* [Try it] Print the records below exactly, starting at the first line and stopping after the line that contains "pinky dip: (261, 284)". Leave out any pictures.

##### Supplied records

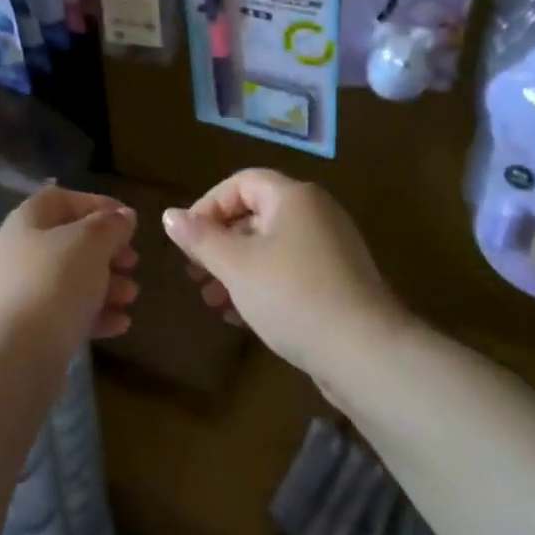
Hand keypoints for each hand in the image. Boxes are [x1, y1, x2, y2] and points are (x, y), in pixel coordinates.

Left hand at [0, 186, 139, 362]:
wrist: (12, 358)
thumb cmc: (53, 284)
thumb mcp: (90, 243)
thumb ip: (110, 225)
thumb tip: (123, 216)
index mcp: (28, 221)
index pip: (63, 199)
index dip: (97, 204)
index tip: (128, 220)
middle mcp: (20, 252)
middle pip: (70, 241)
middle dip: (107, 250)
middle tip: (133, 262)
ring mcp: (23, 293)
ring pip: (72, 279)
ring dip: (106, 284)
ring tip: (132, 296)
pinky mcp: (29, 330)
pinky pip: (67, 313)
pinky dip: (95, 314)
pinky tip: (120, 324)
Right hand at [162, 169, 406, 380]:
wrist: (365, 352)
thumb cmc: (292, 296)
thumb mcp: (236, 266)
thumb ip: (201, 238)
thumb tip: (170, 216)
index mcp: (293, 197)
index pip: (241, 182)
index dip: (208, 205)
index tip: (187, 239)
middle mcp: (315, 213)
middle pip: (255, 214)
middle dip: (219, 243)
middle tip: (194, 273)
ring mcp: (331, 248)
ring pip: (271, 246)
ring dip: (236, 269)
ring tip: (212, 300)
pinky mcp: (338, 281)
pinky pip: (289, 270)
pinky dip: (261, 284)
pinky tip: (241, 316)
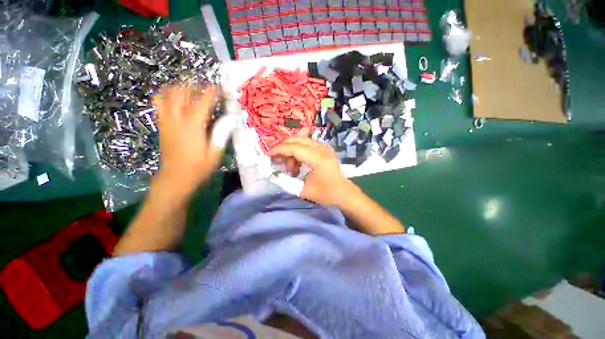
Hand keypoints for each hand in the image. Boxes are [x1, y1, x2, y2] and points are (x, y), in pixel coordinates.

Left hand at [152, 85, 222, 193]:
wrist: (175, 178)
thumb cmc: (198, 168)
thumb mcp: (215, 154)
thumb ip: (222, 134)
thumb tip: (230, 119)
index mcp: (193, 127)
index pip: (202, 102)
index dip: (212, 92)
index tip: (220, 87)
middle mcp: (177, 120)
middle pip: (181, 93)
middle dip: (194, 85)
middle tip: (207, 88)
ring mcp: (166, 121)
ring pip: (167, 95)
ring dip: (179, 87)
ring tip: (192, 89)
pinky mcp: (161, 125)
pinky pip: (159, 104)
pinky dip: (166, 95)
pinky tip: (176, 98)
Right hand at [269, 137, 354, 205]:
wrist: (344, 193)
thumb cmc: (326, 194)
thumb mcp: (303, 191)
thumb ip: (286, 181)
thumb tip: (273, 174)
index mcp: (318, 159)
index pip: (294, 148)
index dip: (279, 150)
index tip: (268, 155)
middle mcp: (322, 149)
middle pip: (297, 140)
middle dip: (283, 148)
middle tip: (276, 160)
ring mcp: (324, 147)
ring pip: (301, 141)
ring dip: (291, 151)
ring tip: (291, 168)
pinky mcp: (324, 149)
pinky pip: (307, 145)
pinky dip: (298, 152)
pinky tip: (298, 165)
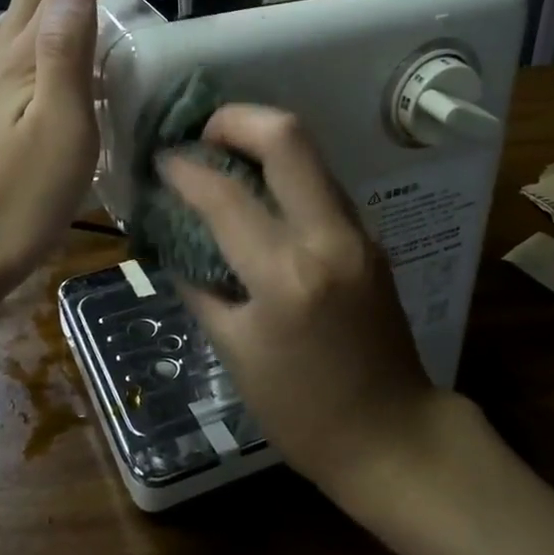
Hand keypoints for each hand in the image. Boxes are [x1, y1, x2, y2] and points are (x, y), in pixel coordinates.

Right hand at [161, 106, 444, 500]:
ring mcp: (358, 231)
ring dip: (262, 141)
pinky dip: (284, 173)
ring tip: (222, 159)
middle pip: (287, 137)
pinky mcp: (370, 237)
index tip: (160, 161)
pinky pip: (320, 183)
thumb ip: (199, 285)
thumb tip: (173, 239)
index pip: (225, 195)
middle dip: (235, 119)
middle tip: (201, 137)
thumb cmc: (302, 410)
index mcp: (288, 275)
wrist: (393, 435)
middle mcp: (329, 236)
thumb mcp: (234, 352)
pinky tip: (258, 194)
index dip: (184, 169)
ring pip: (309, 153)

##########

* [Task result]
Hand keypoints for each hand in the image. Boxes are [x1, y1, x2, y2] and points are (x, y), in pixel coordinates.

Left hand at [0, 186, 139, 362]:
wrist: (12, 358)
thumb cmc: (53, 284)
thumb mcp: (90, 243)
thumb ip: (110, 225)
thumb tip: (123, 216)
index mcp: (28, 221)
index pip: (63, 199)
index dip: (97, 204)
index tip: (128, 220)
middle mcp: (20, 252)
middle pip: (70, 241)
middle dip: (107, 250)
middle tip: (133, 262)
ring mcp: (23, 293)
ring pip: (72, 279)
ring dip: (106, 284)
ring tip: (132, 296)
pinky mcp: (29, 330)
pinky pip: (67, 313)
pinky dip: (95, 314)
pinky tip: (120, 324)
Right hand at [162, 169, 406, 380]:
wrist: (365, 352)
thumb cmc: (292, 296)
thumb mcp: (236, 266)
thumb ip: (201, 238)
thumb tip: (170, 216)
index mcp: (293, 197)
index pip: (241, 182)
index dip: (208, 205)
index tip: (187, 239)
middle mcp: (315, 213)
middle pip: (255, 214)
middle dip: (219, 243)
middle tip: (194, 273)
ring mcp: (331, 248)
ring pip: (271, 246)
ring dip: (236, 269)
ring tip: (212, 300)
pinky mcp: (338, 281)
pinky pip: (289, 270)
pinky dip: (261, 284)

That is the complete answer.